A 1-week treatment with nebulized BDP and prn salbutamol is effective in increasing SFDs and improving cough in children with wheezing, providing a clinical rationale for the short term use of ICS in episodic wheeze exacerbations in pre-school children.
Wheezing is a common symptom in pre-school aged children. Epidemiological studies have demonstrated that approximately 30% of children have at least 1 episode of wheezing before the age of 3, with a cumulative prevalence of wheezing of 50% at the age of 6 [1, 2]. Most of these wheezing episodes are induced by viral upper respiratory tract infections (RTI), which recur frequently in this age group, and the great majority of young children will have only transient symptoms with no subsequent increased risk of asthma or allergy later in life [1–3].
Recurrent pre-school wheezing is a very common clinical problem, with important implications since it may be associated in developed countries with a remarkable impact on the healthcare budget . Rates for wheezing-related emergency room visits and hospitalizations are highest among pre-school children, reflecting not only the specific morbidity in this population, but also the lack of conclusive evidence on the efficacy of available treatments/strategies for these acute events [4–6]. To date, the best treatment for children with intermittent wheezing remains controversial.
Recently, a variety of evidence-based international guidelines on the management of wheezing disorders in pre-school children have been published [3, 6–10]. For persistent wheezing in children under the age of 5, low dose inhaled corticosteroids (ICS) is recommended as the preferred controller therapy, with leukotriene modifiers as an alternative. Systematic reviews of controlled trials evaluating the efficacy of ICS in infants/pre-schoolers with wheeze or asthma showed that, in those with frequent symptoms and/or with risk factors for asthma, ICS therapy improves a variety of relevant outcomes, including lung function and symptom-free days (SFDs), wheeze/asthma exacerbation and need for systemic glucocorticosteroids. In these studies, the beneficial effect was independent of age, atopic condition, type of ICS, mode of delivery and treatment duration [3, 11, 12]. This is in agreement with the results of a randomized controlled trial we recently published, in which 276 pre-school children (1-4 years of age) with a history of recurrent wheezing, recruited during an acute wheezing episode not requiring hospitalization or systemic ICS, were randomly assigned to 3-month nebulized treatments with: a) beclomethasone dipropionate (BDP) b.i.d, plus prn (pro re nata) salbutamol; b) BDP/salbutamol combination prn or c) prn salbutamol . This trial showed a higher percentage of SFDs in the subgroup on regular nebulized BDP, as compared with prn salbutamol. However there were no differences between regular BDP and the prn combination subgroups on the primary outcome measure (percentage of SFDs) as well as on several secondary outcomes, such as symptom scores, use of relief medication and exacerbation frequency .

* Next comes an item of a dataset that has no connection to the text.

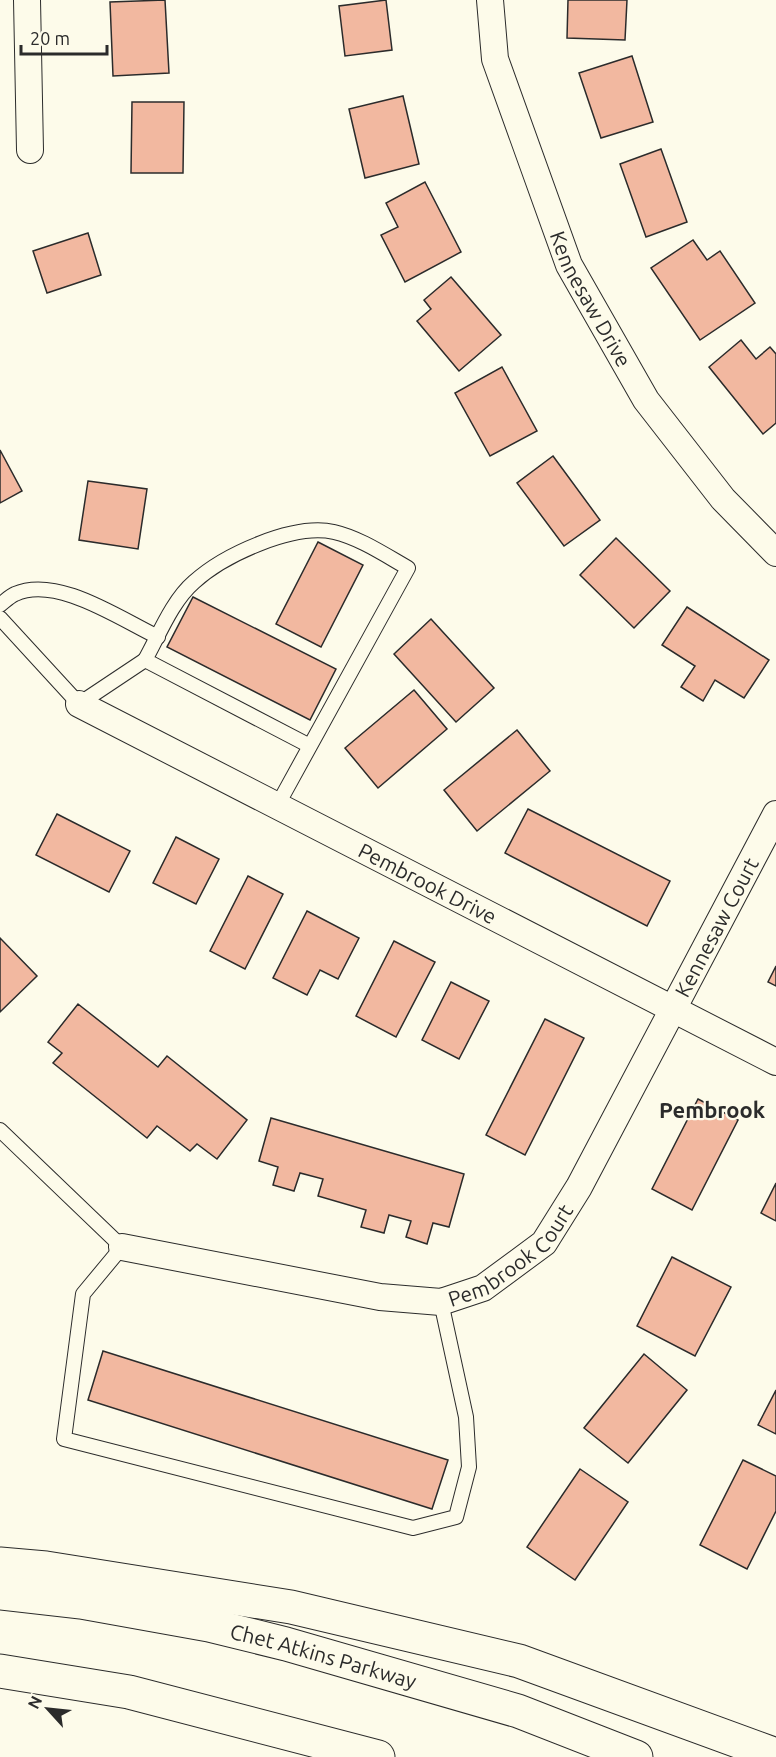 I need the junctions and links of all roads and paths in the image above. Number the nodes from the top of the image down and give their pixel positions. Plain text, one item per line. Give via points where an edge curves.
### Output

Systematic reviews and two recent reports have concluded that episodic high-dose inhaled glucocorticosteroids may provide some benefit in episodic (viral) wheeze [11, 14–16] but, because of possible side effects (reduced height) , the use of high-dose intermittent steroids in this age group requires careful consideration [3, 16].
Surprisingly, in contrast with the efficacy shown in medium- long-term treatments, the efficacy of short-term treatment with low-medium dose ICS is poorly documented in pre-school children with wheezing symptoms.

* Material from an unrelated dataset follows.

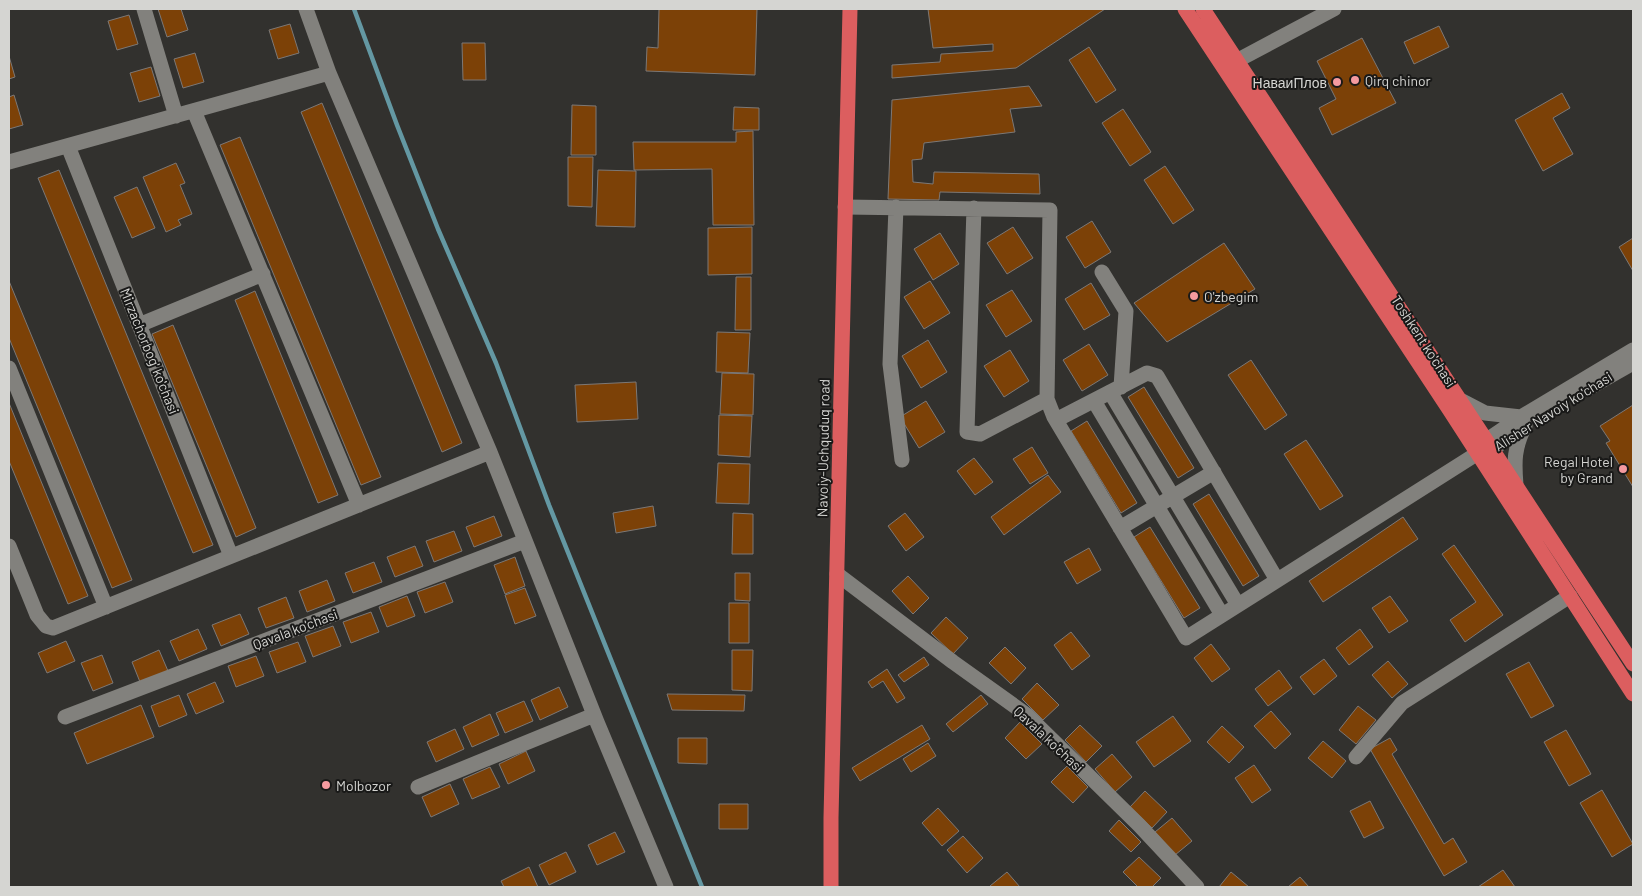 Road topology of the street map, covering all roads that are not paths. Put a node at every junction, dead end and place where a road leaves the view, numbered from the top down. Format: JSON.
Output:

Here we report the results of a post-hoc analysis, performed in our aforementioned study , to evaluate whether low dose nebulized BDP (400 μg b.i.d), plus prn salbutamol, was superior to nebulized prn salbutamol in improving symptoms in the first week of treatment in pre-school children with a history of recurrent wheezing, recruited during an acute wheezing episode.
A detailed description of the study design, including screening and recruitment procedures and statistical analysis, has been reported in detail elsewhere  and will only be briefly summarized.

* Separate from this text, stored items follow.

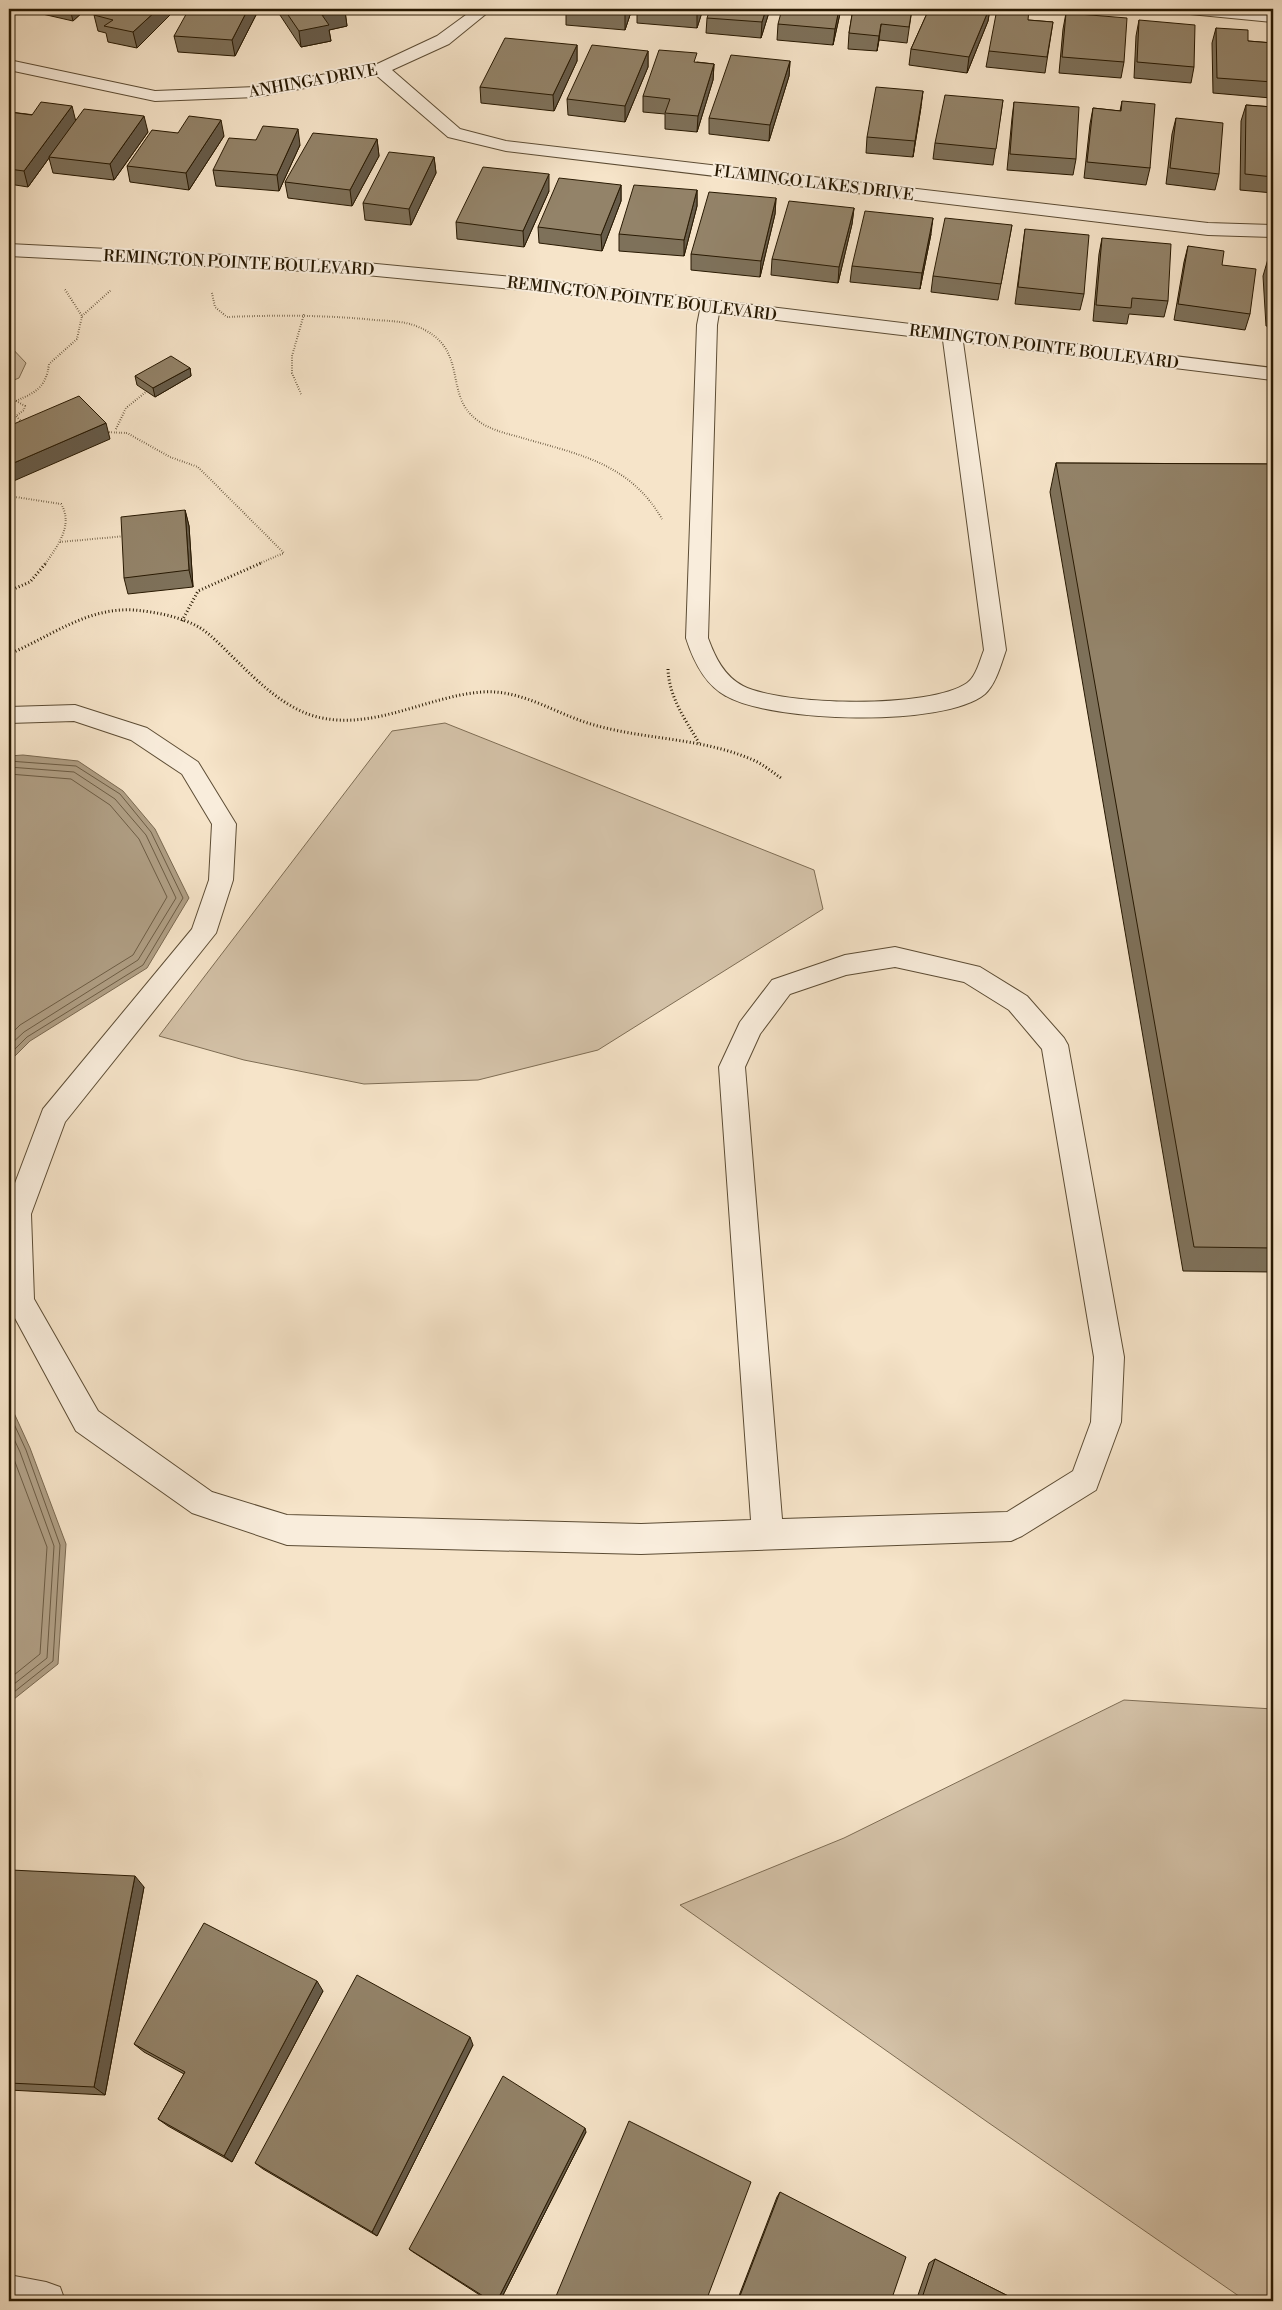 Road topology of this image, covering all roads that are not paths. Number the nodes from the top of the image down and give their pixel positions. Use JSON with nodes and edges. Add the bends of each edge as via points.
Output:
{"nodes":[{"id":1,"x":484,"y":9,"type":"edge"},
{"id":2,"x":1190,"y":9,"type":"edge"},
{"id":3,"x":1273,"y":17,"type":"edge"},
{"id":4,"x":9,"y":65,"type":"edge"},
{"id":5,"x":380,"y":69,"type":"junction"},
{"id":6,"x":1273,"y":231,"type":"edge"},
{"id":7,"x":9,"y":250,"type":"edge"},
{"id":8,"x":711,"y":306,"type":"junction"},
{"id":9,"x":952,"y":334,"type":"junction"},
{"id":10,"x":1273,"y":374,"type":"edge"},
{"id":11,"x":9,"y":715,"type":"edge"},
{"id":12,"x":768,"y":1534,"type":"junction"},
{"id":13,"x":9,"y":2294,"type":"edge"},
{"id":14,"x":46,"y":2301,"type":"edge"}],
"edges":[{"from":1,"to":5,"type":"street","name":"ANHINGA DRIVE","via":[[443,40]]},
{"from":2,"to":3,"type":"street"},
{"from":4,"to":5,"type":"street","name":"ANHINGA DRIVE","via":[[155,96],[256,92]]},
{"from":5,"to":6,"type":"street","name":"FLAMINGO LAKES DRIVE","via":[[454,133],[506,146],[1208,229]]},
{"from":7,"to":8,"type":"street","name":"REMINGTON POINTE BOULEVARD","via":[[345,267]]},
{"from":8,"to":9,"type":"street","name":"REMINGTON POINTE BOULEVARD"},
{"from":8,"to":9,"type":"street","via":[[707,325],[697,638],[703,656],[718,679],[737,692],[818,708],[928,706],[961,697],[976,688],[988,671],[995,650]]},
{"from":9,"to":10,"type":"street","name":"REMINGTON POINTE BOULEVARD"},
{"from":11,"to":12,"type":"street","via":[[75,713],[139,734],[190,768],[224,824],[221,880],[203,933],[53,1117],[17,1214],[20,1300],[87,1420],[203,1503],[287,1530],[640,1539]]},
{"from":12,"to":12,"type":"street","via":[[1011,1526],[1085,1480],[1106,1422],[1109,1357],[1055,1045],[1018,1002],[971,974],[895,957],[845,965],[781,987],[749,1029],[732,1067]]},
{"from":13,"to":14,"type":"street"}]}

Pre-school children (ages 1-4), with a documented history of at least 3 episodes of wheeze or asthma in the 6 months preceding the visit, evaluated as outpatients for exacerbation of respiratory symptoms were screened and characterized . In addition to the three episodes in the previous 6 months, the included children had a history of frequent wheeze, induced by other triggers than viral respiratory tract infection . Nineteen pediatric specialist care units were involved in this randomized, multicenter, double blind, parallel-group, placebo-controlled trial. Exclusion criteria were: a) history of severe exacerbations requiring systemic glucocorticoids; b) chest infection or hospitalization due to asthma in the previous 4 weeks; c) treatment with inhaled glucocorticoids or methyl-xanthine during the previous 4 weeks; d) treatment with oral glucocorticoids in the previous 8 weeks. Eligible children entered a 2-week prospective open run-in period during which they received only 2500 μg prn nebulized salbutamol for symptom relief. Patients entered the double-blind treatment phase if they had wheeze and/or cough, and/or shortness of breath, and/or required relief medication on at least 7 days of the 2-week run-in period. The study was performed in accordance with the Declaration of Helsinki and Good Clinical Practice guidelines. Independent ethics committees approved the study protocol, patient information sheet, and consent forms. A parent or guardian of each patient provided written informed consent. Parents/guardians were trained: a) to correctly use the nebulizer; b) to keep daily records of their child's symptoms, recording scores for wheeze, cough, and shortness of breath on diary cards, using a four-point rating scale ranging from 0 (no symptoms) to 3 (disabling symptom) ; c) to record the number of occasions during the night they were woken up because of the child's asthma symptoms which required rescue medication for symptom relief.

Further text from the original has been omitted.